I talked more than usual since my wife and daughter, who do most of the talking around here, are gone gallivanting around Prague and Paris and I am starved for company. Nobody is bursting into the room in her wet swimsuit and throwing her arms around me. There is very little bursting or throwing going on, just tap-tap-tapping and the turning of pages.

I have been left behind to do some work and to water the flowers and also because I'm not a good traveler. My need to see great castles, churches and museums is at an all-time low. What I really want to see is Wyoming, and every morning I wake up with a strong urge to get in the car and go. Drive away from the rigmarole of business and find the high range and stand there amazed and gaze at the glittering stars, just like in the song.

I can't remember a summer I loved so much as this. This is a factor of age - time is more precious when there's less of it remaining - and partly it's anticipation that the dogs of war who slipped in the back door eight years ago will soon be gone. In a month, the Republicans will convene a few blocks from my house and I'd like to stand across the street with a sign, but I can't come up with the right wording. "Bleaughhhh," maybe, or "Arghhhh."

I stood watering the flowers this morning and then went upstairs and made my bed, two minimum-wage jobs that I am not well qualified for, apparently. But there is yet time to learn. As long as your mother is alive, you are still young, and mine is holding steady at 94, a tall tree shading us from mortality.
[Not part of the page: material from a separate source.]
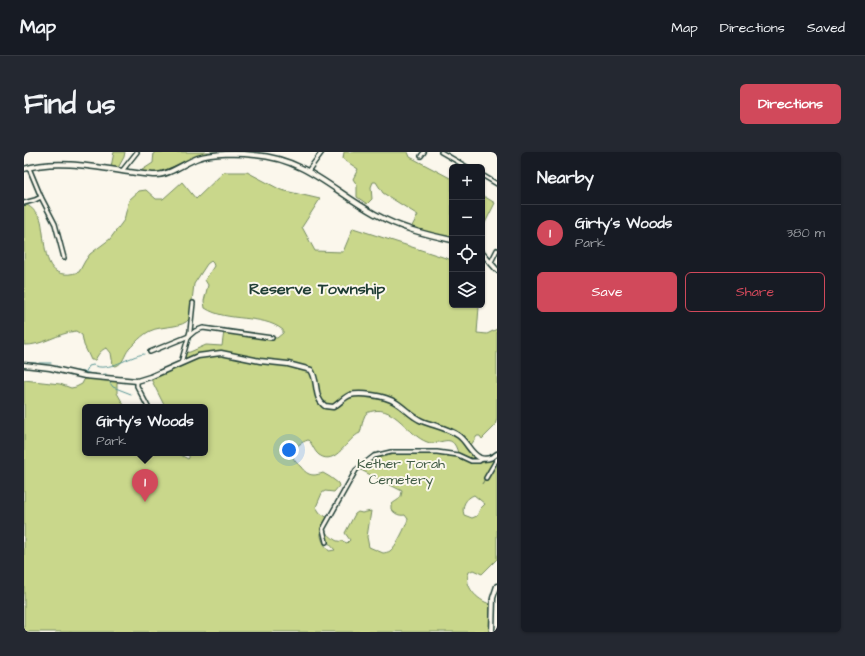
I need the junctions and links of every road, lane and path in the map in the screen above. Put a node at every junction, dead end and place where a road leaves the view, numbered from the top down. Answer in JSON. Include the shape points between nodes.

Whenever I need to feel youthful again, I can trot out to Mother's and there is my high school graduation picture on the wall, the solemn self-important youth of the spring of 1960, who - so long as I stay away from mirrors - I maybe still am.

It's no surprise that John McCain likes to bring out his 96-year-old mother Roberta, I suppose. The problem is that she is a lot perkier than he. The gentleman has had a few bad weeks, thundering in a dithery way about America's enemies, looking vaguely purposeful campaigning up and down supermarket aisles as if he couldn't remember what kind of cheese he'd been sent to buy. He surely will hit his stride after the Republican convention, but at the moment he looks to be eight years too late. The brash Bull Moose independent of 2000 has made all sorts of accommodations since, abandoning common sense when necessary, and his unsteadiness over the past couple of weeks makes his age an unspoken issue: Anyone who remembers the Iran-contra years and the president who couldn't remember is not anxious to see a genial oldster dithering in the Oval Office. There is more to the job than flashing a big grin. You do need to make sense now and then.

And now I realize that in writing about Mr. McCain I have left the hose in the flower bed and may have drowned some geraniums. There is a pool of standing water in the bed. I have soaked up some of it with a sponge, but I may need to call in a geraniumologist. Talk to you later. Keep the faith. The truth is marching on.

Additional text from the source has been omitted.